Стэн с любопытством наблюдал, как что‑то ослепительно белое поднималось над руинами. Это нечто напоминало огромное колесо со спицами. Сперва оно зависло над руинами, вознесясь примерно на полкилометра в небо, — зависло на несколько минут. Потом из этого грандиозного оптического эффекта — чего‑то вроде белого солнца, восставшего из пепла и этот пепел поправшего, — прямо из слепящей белизны выдвинулся огромный черный летательный аппарат и заскользил вниз, к помосту, на котором находилась трибуна.

Миллион голов запрокинулось, чтобы разглядеть черный аппарат, опустившийся на стальной помост. Перед самым касанием из брюха аппарата выдвинулись пружинистые лапы. Он приземлился в полной тишине. Щелкающие звуки изнутри, затем впереди отъехал красноватый люк и из чрева аппарата выдвинулись алые ступени.

Из гигантских акустических колонок (Боже, все на этой площади было гигантским, давящим каждого отдельного человека) полился военный марш. Из чрева аппарата появились несколько десятков таанских гвардейцев в парадной форме, которые чинно, чеканя шаг и высоко поднимая колени, спустились на платформу.

Они стали по периметру помоста.
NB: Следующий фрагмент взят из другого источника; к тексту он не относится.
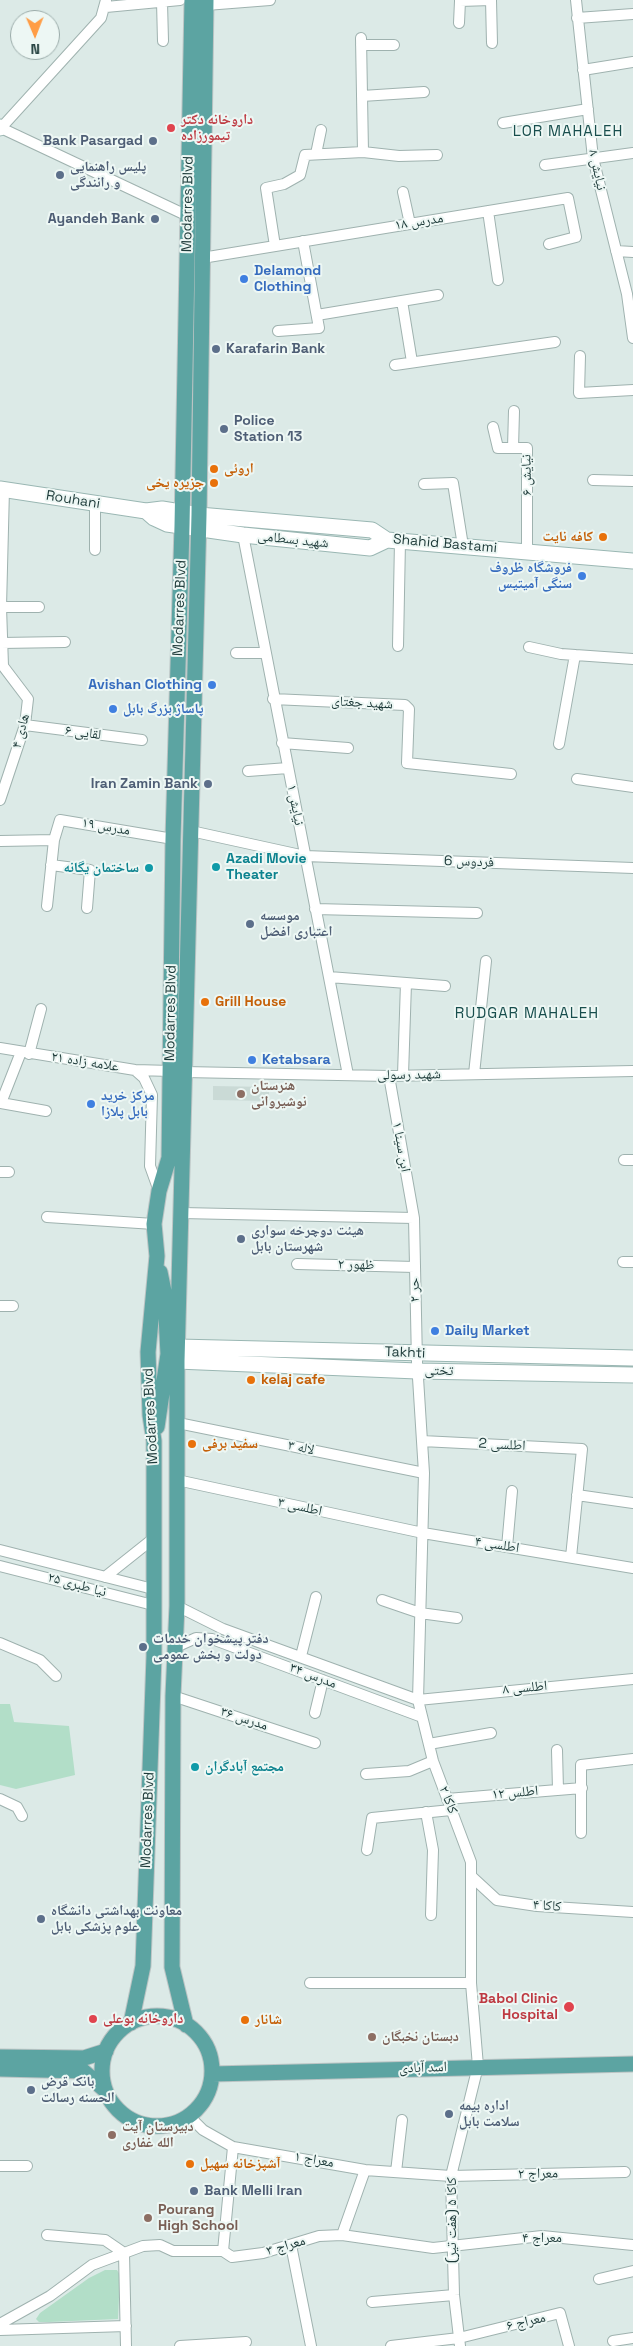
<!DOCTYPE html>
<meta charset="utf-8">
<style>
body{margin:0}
#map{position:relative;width:633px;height:2346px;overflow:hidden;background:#dceae7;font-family:"Space Grotesk",sans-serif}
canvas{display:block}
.north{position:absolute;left:10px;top:10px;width:50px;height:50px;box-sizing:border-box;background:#edf7f4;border:1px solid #9aaba9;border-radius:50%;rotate:179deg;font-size:14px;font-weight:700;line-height:20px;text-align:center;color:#1d3a39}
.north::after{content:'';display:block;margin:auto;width:18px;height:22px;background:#ff9d46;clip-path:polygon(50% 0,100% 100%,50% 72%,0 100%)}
</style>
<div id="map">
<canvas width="633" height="2346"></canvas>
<div class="north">N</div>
</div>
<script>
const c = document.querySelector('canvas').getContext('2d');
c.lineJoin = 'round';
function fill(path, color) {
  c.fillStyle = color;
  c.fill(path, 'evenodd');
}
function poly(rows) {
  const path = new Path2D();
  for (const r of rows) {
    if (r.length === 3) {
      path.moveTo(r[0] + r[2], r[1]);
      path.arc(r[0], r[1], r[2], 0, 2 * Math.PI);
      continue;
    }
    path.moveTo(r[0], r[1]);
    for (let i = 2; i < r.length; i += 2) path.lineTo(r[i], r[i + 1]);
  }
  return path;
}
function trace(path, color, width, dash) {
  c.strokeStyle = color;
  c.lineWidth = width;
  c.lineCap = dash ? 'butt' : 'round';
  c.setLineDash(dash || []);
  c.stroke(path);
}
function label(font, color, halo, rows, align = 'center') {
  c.font = font + ' "Space Grotesk","Noto Naskh Arabic",sans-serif';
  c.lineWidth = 4;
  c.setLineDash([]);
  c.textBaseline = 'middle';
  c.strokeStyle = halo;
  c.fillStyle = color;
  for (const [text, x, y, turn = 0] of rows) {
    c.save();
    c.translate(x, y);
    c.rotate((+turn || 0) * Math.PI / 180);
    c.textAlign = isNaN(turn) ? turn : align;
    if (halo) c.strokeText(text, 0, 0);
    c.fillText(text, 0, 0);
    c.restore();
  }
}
fill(poly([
 [213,1086,269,1087,269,1101,213,1100]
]), '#cadad6');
fill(poly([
 [0,1704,10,1704,14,1722,69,1726,75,1775,16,1789,0,1785],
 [105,2270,117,2270,120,2275,118,2319,49,2322,39,2322,36,2319,40,2313,89,2278]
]), '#b2dec8');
const street = poly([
 [106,0,101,18,1,128,188,216],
 [491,0,492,43],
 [576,0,593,158,627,294,633,338],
 [162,2,163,41],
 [206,5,270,0],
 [106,7,180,0],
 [577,18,633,14],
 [459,23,460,1,491,0],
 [361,38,363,152],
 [361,45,394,45],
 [583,70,633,62],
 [362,96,424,92],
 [503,123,588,109],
 [316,154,321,130],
 [545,165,633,153],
 [403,192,410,224],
 [488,211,498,280],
 [275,246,266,188,284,184,300,175,305,155,363,152,399,156,437,155],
 [616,251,633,252],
 [202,258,568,198,576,237,549,244],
 [402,301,412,362],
 [317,315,438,295],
 [278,331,319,328,303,241],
 [580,356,579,393,633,390],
 [395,365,555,342],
 [493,427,498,448,527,448,527,552],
 [513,448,514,411],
 [593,480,633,481],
 [424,484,453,483,463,546],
 [243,535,348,1075],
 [95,550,95,503],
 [1,607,39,607],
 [1,643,65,642],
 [398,646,400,541],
 [529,647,561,654,633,659],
 [236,653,264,653],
 [273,699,405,705,409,709,407,763,511,774],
 [25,725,142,740],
 [282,743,348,748],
 [559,744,575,655],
 [248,771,288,768],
 [577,779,633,787],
 [0,800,25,725,28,699,3,666,1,607,4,489],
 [191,831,305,856,633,868],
 [0,841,54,840],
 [51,865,90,870,87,908],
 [47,906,54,840,60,820,173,839],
 [315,909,477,913],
 [329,977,445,986],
 [0,1048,135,1070,171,1071],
 [21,1052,1,1103,46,1111],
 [29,1054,41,1009],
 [135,1070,144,1078,152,1095,150,1166,159,1191],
 [184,1072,389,1076,633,1071],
 [474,1074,486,961],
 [403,1075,406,983],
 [389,1076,414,1218,417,1362,424,1473,418,1700,433,1761,471,1862,471,1983,478,2066,451,2176,454,2295,460,2346],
 [624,1160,633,1160],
 [0,1172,9,1172],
 [182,1213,414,1218],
 [47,1217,154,1224],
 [623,1262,633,1262],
 [297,1264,415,1267],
 [0,1306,13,1306],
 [178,1423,424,1473],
 [422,1441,582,1449,571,1557],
 [177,1480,423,1533,633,1568],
 [577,1495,633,1503],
 [507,1547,512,1491],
 [0,1550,153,1589],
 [0,1566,153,1605],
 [105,1577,154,1538],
 [382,1600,420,1613,457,1618],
 [177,1606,223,1629,418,1700,633,1679],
 [0,1643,40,1660,56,1676],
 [176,1647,196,1638,212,1639,422,1717],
 [301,1656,316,1597],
 [173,1696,315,1743],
 [315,1713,323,1680],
 [429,1744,491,1733],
 [557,1750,558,1790],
 [366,1774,409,1771,433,1761],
 [0,1799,17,1807,22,1816],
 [447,1799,582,1788],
 [426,1812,433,1850,431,1915],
 [581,1833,581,1765,633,1759],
 [367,1850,372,1818,451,1810],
 [471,1876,497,1900,537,1906,633,1912],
 [310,1983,471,1983],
 [189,2116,203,2130,233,2147,365,2170,451,2176,625,2172],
 [0,2166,27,2166],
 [396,2172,402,2120],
 [47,2235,105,2240,124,2253],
 [342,2235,365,2170],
 [291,2245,311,2346],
 [223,2251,233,2147],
 [124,2253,126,2346],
 [599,2279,633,2271],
 [372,2302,454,2295],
 [0,2324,50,2296,92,2265,143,2246,160,2245,173,2251,223,2251,232,2257,263,2253,319,2236,342,2235,433,2248,542,2236,633,2245],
 [0,2330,126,2326],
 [613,2341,633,2338],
 [180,2346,246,2342],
 [391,2346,459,2338,560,2313,569,2346]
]);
const secondary = poly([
 [0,127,0,128],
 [0,489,146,511,162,509,199,515,372,530,387,540,633,561],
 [146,511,154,518,167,524,243,535,370,548,387,540],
 [178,1347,633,1358],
 [177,1361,417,1371,633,1375]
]);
const primary = poly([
 [160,1272,165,1296,168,1354],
 [157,1427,168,1354,175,1349],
 [157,2071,55],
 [131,2023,143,1966,154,1656,154,1441,150,1415,148,1352,157,1256,154,1224,159,1191,169,1158,173,839,182,526,192,0],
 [186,2025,172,1967,173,1696,177,1606,177,1361,199,515,206,0],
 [0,2057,84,2058,106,2051],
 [0,2069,83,2071,105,2090],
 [212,2074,633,2064]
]);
trace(street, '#9fb2af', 12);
trace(secondary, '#9ab7b3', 17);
trace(primary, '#bbc4c4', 17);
trace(street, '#fff', 10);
trace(secondary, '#fff', 15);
trace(primary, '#5ca4a2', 15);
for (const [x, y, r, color] of [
 [171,128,5,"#e0444e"],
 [153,141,5,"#5c6f8a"],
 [60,175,5,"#5c6f8a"],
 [155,219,5,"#5c6f8a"],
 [244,279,5,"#3f7fe0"],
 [216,349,5,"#5c6f8a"],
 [224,429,5,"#5c6f8a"],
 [214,469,5,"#e8710a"],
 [214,483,5,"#e8710a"],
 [603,537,5,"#e8710a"],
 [582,576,5,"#3f7fe0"],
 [212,685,5,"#3f7fe0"],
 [113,709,5,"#3f7fe0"],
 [208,784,5,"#5c6f8a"],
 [216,867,5,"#0f9aa8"],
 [149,868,5,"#0f9aa8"],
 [250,924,5,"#5c6f8a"],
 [205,1002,5,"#e8710a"],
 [252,1060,5,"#3f7fe0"],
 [241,1094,5,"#8d6e63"],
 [91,1104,5,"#3f7fe0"],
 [241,1239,5,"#5c6f8a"],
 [435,1331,5,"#3f7fe0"],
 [251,1380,5,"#e8710a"],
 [192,1444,5,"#e8710a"],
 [143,1647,5,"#5c6f8a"],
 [195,1767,5,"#0f9aa8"],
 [41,1919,5,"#5c6f8a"],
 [569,2007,6,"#e0444e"],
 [93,2019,5,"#e0444e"],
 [245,2020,5,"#e8710a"],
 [372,2037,5,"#8d6e63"],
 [31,2090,5,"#5c6f8a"],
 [449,2114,5,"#5c6f8a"],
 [112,2135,5,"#8d6e63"],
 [190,2164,5,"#e8710a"],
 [194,2191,5,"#5c6f8a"],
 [148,2218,5,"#8d6e63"]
]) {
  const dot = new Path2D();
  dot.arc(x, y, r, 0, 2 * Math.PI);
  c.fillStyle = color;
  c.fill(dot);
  trace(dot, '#edf7f4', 2);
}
label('bold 14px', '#be3a42', '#edf7f4', [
 ["داروخانه دکتر",181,120],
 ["تیمورزاده",181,136],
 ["Babol Clinic",558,1999,"right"],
 ["Hospital",558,2015,"right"],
 ["داروخانه بوعلی",103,2019]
], 'left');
label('bold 14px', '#4e5e75', '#edf7f4', [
 ["Bank Pasargad",143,141,"right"],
 ["پلیس راهنمایی",70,167],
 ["و رانندگی",70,183],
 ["Ayandeh Bank",145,219,"right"],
 ["Karafarin Bank",226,349],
 ["Police",234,421],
 ["Station 13",234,437],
 ["Iran Zamin Bank",198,784,"right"],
 ["موسسه",260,916],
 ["اعتباری افضل",260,932],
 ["هیئت دوچرخه سواری",251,1231],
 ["شهرستان بابل",251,1247],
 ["دفتر پیشخوان خدمات",153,1639],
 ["دولت و بخش عمومی",153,1655],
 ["معاونت بهداشتی دانشگاه",51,1911],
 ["علوم پزشکی بابل",51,1927],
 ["بانک قرض",41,2082],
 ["الحسنه رسالت",41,2098],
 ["اداره بیمه",459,2106],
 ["سلامت بابل",459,2122],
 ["Bank Melli Iran",204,2191]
], 'left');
label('14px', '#1d3a39', '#edf7f4', [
 ["نیایش ۸",597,170,78],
 ["Modarres Blvd",188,204,-89],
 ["مدرس ۱۸",419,222,-9],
 ["نیایش ۶",527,475,-91],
 ["Rouhani",73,500,9],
 ["شهید بسطامی",293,540,6],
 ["Shahid Bastami",445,544,5],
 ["Modarres Blvd",180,608,-88],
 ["شهید جغتای",362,703,3],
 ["هادی ۴",21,731,-75],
 ["لقایی ۶",83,733,8],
 ["نیایش ۱",295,805,79],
 ["مدرس ۱۹",106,827,10],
 ["فردوس 6",469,862,2],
 ["Modarres Blvd",171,1013,-89],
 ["علامه زاده ۲۱",85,1062,9],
 ["شهید رسولی",409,1075,-1],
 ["ابن سینا ۱",401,1147,80],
 ["ظهور ۲",356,1265,1],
 ["حر ۲",415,1290,-91],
 ["Takhti",405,1353,2],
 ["تختی",439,1371,1],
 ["Modarres Blvd",151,1416,-93],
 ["اطلسی 2",502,1445,3],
 ["لاله ۳",301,1448,12],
 ["اطلسی ۳",300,1507,12],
 ["اطلسی ۴",497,1545,9],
 ["نیا طبری ۲۵",77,1585,15],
 ["مدرس ۳۴",313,1676,21],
 ["اطلسی ۸",525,1688,-5],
 ["مدرس ۳۶",244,1719,18],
 ["اطلس ۱۲",515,1793,-5],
 ["کاکا ۲",448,1800,69],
 ["Modarres Blvd",148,1820,-88],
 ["کاکا ۴",547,1906,4],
 ["اسد آبادی",423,2068,-2],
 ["معراج ۱",314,2160,10],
 ["معراج ۲",538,2174,-1],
 ["کاکا ۵ (هفت تیر)",452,2220,-90],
 ["معراج ۴",542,2238],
 ["معراج ۳",286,2246,-16],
 ["معراج ۶",526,2322,-13]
]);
label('bold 14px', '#366cbe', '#edf7f4', [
 ["Delamond",254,271],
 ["Clothing",254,287],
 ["فروشگاه ظروف",572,568,"right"],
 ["سنگی آمیتیس",572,584,"right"],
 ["Avishan Clothing",202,685,"right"],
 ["پاساژ بزرگ بابل",123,709],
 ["Ketabsara",262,1060],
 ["مرکز خرید",101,1096],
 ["بابل پلازا",101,1112],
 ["Daily Market",445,1331]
], 'left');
label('bold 14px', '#c56008', '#edf7f4', [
 ["اروئی",224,469],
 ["جزیره یخی",204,483,"right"],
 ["کافه نایت",593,537,"right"],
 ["Grill House",215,1002],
 ["kelaj cafe",261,1380],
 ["سفید برفی",202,1444],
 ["شانار",255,2020],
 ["آشپزخانه سهیل",200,2164]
], 'left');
label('bold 14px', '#0d838f', '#edf7f4', [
 ["Azadi Movie",226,859],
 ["Theater",226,875],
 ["ساختمان یگانه",139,868,"right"],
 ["مجتمع آبادگران",205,1767]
], 'left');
label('bold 14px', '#785e54', '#edf7f4', [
 ["هنرستان",251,1086],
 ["نوشیروانی",251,1102],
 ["دبستان نخبگان",382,2037],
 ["دبیرستان آیت",122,2127],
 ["الله غفاری",122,2143],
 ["Pourang",158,2210],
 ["High School",158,2226]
], 'left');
c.letterSpacing = '1px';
label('15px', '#184e4d', '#edf7f4', [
 ["LOR MAHALEH",568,132],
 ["RUDGAR MAHALEH",527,1014]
]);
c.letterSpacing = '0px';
</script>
Стэн заметил, что у них не церемониальное, а боевое оружие и держат они его так, что могут в любой момент начать пальбу. Среди них оказались и офицеры — те не остановились, а продолжали сновать по платформе, напряженно шаря глазами по толпе. Очевидно, это работники службы безопасности, переодетые гвардейцами. Но цепкие глаза, очевидно, ничего дурного не заметили. В толпе царило единство — все горели любовью к своим вождям. Музыка звучала громче и громче — и вот наконец из глубины летательного аппарата появился первый член Верховного Совета.